Global Big Data Conference

Industry News Details

Predictive analytics and machine learning: A dynamic duo Posted on : Dec 06 - 2016

Predictive analytics and machine learning are seen as the pair of tools to save the day for most organizations currently. We try to de-mystify both, taking a look at what they are, how they work, and what they are good for.

Predictive analytics and machine learning working separately or together can be just what a company needs to succeed. But understanding how they work is key to figuring out how they can help businesses thrive.

So, what is predictive analytics? Mark van Rijmenam uses the car metaphor, according to which traditional, descriptive analytics is like looking at the rear-view mirror to see what has happened, while predictive analytics is using a navigation system to tell you what will happen, and prescriptive analytics is a self-driving car that knows how to take you to your destination.

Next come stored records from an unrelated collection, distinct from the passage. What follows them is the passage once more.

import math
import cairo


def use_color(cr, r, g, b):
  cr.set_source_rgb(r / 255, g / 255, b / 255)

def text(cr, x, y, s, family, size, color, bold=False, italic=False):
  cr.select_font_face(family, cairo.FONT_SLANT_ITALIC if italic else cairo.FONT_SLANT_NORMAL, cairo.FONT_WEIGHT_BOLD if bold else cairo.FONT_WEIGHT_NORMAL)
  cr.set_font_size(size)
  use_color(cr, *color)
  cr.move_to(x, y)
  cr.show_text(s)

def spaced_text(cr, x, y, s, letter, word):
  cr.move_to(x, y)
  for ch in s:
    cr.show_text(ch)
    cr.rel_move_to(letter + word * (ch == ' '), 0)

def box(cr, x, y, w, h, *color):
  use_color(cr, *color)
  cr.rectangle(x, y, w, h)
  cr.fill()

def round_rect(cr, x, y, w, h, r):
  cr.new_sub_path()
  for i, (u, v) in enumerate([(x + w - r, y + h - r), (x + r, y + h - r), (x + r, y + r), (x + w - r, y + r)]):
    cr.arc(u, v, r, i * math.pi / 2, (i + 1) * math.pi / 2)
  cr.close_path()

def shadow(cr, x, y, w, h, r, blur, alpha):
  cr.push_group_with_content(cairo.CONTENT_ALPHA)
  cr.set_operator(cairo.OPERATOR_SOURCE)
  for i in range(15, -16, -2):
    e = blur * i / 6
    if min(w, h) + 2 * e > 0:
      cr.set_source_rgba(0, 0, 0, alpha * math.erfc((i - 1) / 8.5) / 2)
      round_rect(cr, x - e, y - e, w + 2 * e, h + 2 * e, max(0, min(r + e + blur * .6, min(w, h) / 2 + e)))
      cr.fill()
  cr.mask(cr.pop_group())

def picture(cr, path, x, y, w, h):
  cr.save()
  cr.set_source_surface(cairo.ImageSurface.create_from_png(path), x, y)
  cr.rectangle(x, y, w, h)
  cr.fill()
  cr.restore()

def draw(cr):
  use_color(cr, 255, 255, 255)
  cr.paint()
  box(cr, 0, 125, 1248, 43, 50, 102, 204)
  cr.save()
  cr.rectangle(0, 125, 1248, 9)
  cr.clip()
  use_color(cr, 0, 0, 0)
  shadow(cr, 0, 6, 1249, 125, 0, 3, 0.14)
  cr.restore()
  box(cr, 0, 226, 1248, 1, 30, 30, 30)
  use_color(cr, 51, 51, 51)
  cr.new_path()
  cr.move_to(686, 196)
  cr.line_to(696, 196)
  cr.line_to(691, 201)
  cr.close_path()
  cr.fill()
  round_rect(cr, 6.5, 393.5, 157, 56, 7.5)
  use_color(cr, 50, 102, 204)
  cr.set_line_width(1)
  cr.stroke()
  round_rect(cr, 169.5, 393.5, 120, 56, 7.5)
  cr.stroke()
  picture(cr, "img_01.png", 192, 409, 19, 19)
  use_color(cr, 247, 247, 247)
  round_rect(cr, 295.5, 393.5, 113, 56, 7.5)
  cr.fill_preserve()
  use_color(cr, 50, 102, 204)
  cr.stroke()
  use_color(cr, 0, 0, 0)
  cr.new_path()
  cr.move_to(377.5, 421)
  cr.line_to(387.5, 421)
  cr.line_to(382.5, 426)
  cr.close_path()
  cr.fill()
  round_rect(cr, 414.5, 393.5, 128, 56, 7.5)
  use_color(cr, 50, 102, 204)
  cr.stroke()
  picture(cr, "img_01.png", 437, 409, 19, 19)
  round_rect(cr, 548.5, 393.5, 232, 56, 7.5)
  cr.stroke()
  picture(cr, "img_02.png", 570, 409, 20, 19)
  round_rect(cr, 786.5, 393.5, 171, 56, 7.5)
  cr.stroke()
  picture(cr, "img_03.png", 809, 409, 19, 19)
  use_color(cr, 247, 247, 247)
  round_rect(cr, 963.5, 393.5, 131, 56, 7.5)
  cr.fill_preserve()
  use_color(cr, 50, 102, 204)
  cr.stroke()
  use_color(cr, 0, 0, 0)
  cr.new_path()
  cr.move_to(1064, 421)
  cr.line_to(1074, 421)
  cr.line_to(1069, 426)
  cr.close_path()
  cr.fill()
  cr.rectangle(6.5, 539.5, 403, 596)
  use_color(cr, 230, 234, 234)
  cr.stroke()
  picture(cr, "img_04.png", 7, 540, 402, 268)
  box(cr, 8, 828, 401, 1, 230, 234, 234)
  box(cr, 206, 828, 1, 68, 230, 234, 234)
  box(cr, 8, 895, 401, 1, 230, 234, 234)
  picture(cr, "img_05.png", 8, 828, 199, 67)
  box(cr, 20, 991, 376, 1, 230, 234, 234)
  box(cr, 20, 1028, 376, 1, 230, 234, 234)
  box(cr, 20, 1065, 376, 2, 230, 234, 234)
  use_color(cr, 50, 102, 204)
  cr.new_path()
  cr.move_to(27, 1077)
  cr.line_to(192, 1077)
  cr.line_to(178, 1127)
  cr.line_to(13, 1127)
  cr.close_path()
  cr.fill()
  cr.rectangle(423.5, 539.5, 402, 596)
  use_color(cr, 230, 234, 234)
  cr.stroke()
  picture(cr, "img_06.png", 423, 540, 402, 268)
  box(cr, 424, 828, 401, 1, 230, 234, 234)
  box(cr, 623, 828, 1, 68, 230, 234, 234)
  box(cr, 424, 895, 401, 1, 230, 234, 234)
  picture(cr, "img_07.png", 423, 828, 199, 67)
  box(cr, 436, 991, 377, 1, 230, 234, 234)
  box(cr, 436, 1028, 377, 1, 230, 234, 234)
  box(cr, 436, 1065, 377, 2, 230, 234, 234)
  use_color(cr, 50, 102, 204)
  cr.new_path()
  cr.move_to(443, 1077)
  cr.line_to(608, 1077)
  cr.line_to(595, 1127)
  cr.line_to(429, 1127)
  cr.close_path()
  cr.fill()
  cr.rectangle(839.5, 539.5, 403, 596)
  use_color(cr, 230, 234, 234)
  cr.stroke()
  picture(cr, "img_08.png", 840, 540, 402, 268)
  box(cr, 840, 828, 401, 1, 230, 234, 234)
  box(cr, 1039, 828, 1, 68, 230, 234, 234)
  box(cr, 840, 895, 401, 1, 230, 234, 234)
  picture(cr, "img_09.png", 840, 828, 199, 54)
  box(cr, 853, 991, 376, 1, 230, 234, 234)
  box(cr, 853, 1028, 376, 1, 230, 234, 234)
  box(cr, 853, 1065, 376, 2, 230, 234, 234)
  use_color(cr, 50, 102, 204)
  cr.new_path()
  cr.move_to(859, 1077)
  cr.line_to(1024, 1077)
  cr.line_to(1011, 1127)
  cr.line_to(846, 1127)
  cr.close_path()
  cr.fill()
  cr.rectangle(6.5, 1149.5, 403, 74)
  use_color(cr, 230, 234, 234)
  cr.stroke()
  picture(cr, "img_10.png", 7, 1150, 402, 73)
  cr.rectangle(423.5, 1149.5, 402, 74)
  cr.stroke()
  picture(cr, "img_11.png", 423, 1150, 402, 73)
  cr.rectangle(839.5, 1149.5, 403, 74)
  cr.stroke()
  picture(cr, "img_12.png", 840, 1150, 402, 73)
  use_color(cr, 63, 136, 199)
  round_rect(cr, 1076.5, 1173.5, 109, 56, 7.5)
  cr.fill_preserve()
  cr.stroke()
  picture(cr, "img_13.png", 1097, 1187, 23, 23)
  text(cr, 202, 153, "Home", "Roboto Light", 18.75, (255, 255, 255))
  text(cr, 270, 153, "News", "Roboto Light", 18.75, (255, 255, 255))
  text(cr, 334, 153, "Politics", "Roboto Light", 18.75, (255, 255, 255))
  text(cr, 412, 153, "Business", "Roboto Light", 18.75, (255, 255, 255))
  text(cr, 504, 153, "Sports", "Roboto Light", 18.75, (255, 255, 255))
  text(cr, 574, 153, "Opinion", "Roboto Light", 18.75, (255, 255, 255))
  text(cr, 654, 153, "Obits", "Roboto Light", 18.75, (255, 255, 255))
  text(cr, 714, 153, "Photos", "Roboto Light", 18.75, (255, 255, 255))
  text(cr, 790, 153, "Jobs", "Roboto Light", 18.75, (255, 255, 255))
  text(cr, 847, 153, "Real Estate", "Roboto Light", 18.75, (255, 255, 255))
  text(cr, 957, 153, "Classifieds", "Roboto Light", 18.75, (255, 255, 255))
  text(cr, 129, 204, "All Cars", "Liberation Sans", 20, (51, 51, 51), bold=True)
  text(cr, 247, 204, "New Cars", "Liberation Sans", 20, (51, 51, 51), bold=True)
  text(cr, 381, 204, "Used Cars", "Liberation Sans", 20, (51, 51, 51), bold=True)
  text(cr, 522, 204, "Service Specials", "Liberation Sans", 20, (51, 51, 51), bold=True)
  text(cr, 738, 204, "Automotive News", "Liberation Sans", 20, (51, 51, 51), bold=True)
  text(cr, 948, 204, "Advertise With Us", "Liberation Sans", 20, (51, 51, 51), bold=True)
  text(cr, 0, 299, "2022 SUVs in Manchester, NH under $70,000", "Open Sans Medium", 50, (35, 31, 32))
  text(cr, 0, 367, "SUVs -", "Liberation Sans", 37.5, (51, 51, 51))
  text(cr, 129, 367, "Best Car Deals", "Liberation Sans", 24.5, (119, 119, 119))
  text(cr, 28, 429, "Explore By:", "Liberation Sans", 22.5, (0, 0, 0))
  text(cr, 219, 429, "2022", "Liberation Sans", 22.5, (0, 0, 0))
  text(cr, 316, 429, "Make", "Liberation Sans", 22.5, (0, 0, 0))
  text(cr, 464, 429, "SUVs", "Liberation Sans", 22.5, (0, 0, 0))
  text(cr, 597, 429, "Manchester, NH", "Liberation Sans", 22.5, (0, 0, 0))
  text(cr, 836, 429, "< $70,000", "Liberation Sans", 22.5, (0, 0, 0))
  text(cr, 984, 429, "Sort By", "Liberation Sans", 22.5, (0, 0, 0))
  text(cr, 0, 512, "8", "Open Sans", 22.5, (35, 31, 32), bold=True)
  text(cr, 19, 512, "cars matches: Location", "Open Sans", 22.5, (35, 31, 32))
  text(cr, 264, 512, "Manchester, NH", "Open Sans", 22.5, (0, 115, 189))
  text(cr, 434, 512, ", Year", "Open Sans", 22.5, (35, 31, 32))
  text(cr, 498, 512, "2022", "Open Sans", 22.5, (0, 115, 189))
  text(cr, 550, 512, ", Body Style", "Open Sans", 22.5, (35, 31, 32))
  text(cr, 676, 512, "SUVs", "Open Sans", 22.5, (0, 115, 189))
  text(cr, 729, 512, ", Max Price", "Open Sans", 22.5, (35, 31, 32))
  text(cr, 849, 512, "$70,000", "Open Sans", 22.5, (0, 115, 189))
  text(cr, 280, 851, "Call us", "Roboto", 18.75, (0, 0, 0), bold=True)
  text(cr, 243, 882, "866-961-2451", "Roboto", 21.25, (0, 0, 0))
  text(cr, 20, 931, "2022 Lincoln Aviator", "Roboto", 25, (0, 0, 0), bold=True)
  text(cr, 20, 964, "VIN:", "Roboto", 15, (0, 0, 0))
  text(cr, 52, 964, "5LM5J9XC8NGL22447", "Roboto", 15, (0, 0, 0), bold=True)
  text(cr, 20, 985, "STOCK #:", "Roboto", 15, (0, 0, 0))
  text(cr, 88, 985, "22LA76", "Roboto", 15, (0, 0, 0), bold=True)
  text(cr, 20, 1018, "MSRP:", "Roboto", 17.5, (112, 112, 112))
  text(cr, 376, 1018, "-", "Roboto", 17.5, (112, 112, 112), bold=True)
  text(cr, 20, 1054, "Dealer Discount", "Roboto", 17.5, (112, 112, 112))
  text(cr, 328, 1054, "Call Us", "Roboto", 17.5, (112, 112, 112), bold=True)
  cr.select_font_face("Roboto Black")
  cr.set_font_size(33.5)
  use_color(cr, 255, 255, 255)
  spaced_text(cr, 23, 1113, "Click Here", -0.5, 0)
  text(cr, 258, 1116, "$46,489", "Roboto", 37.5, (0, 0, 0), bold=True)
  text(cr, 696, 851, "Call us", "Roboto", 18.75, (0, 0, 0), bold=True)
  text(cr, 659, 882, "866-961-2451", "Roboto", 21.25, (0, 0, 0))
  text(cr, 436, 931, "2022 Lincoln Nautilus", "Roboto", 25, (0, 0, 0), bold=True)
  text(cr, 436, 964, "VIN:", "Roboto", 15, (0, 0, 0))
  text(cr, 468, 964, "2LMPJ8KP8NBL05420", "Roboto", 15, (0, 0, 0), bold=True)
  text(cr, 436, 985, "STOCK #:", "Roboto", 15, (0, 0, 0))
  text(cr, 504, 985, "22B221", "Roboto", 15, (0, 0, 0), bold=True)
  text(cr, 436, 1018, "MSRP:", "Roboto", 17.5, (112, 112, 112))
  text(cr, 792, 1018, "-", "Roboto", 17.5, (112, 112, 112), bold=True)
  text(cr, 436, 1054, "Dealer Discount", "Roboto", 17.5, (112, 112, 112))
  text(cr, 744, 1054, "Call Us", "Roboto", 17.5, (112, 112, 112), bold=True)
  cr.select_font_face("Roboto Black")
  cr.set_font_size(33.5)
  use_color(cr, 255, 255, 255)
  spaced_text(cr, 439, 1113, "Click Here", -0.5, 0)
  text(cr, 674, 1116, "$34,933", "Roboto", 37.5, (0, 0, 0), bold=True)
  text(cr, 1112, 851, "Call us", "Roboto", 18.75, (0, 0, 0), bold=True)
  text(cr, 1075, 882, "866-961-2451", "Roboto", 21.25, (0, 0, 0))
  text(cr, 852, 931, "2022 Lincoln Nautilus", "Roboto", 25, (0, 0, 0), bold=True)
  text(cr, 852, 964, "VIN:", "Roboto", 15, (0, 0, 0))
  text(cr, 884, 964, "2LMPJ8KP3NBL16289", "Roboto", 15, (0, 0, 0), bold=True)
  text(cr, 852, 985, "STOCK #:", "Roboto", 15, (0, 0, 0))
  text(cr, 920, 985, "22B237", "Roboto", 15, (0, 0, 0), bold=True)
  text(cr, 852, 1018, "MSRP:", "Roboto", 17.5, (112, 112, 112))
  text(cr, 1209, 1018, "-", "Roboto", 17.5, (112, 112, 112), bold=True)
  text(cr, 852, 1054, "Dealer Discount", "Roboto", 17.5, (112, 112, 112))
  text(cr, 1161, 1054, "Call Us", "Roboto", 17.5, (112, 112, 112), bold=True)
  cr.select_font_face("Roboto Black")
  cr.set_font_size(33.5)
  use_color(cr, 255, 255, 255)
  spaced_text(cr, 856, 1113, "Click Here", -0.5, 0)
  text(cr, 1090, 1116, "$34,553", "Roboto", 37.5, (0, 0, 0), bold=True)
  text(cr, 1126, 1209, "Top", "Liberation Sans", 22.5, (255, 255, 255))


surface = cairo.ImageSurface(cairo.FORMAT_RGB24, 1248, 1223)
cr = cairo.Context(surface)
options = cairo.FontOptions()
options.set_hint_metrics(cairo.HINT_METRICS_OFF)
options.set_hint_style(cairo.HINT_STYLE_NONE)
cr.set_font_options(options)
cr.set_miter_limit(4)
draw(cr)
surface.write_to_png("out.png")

This metaphor, while easy to comprehend, may also be deceptively simple. It certainly is open to interpretation, so it's a good starting point for discussion. Some might say that a navigation system presumably has access to all the data regarding potential routes. So is suggesting a route based on that data really a prediction? Isn't that something algorithmic, deterministic, thus not really "intelligent"? Or is this a matter of definitions -- semantics?

It depends on how a navigation system is defined and how it works. Typically, navigation systems do not try to predict where do you want to go today. What they do instead is they wait to get specific instructions and then they figure out how to get from point A (either explicitly given as the starting point or calculated using GPS geo-location) to point B.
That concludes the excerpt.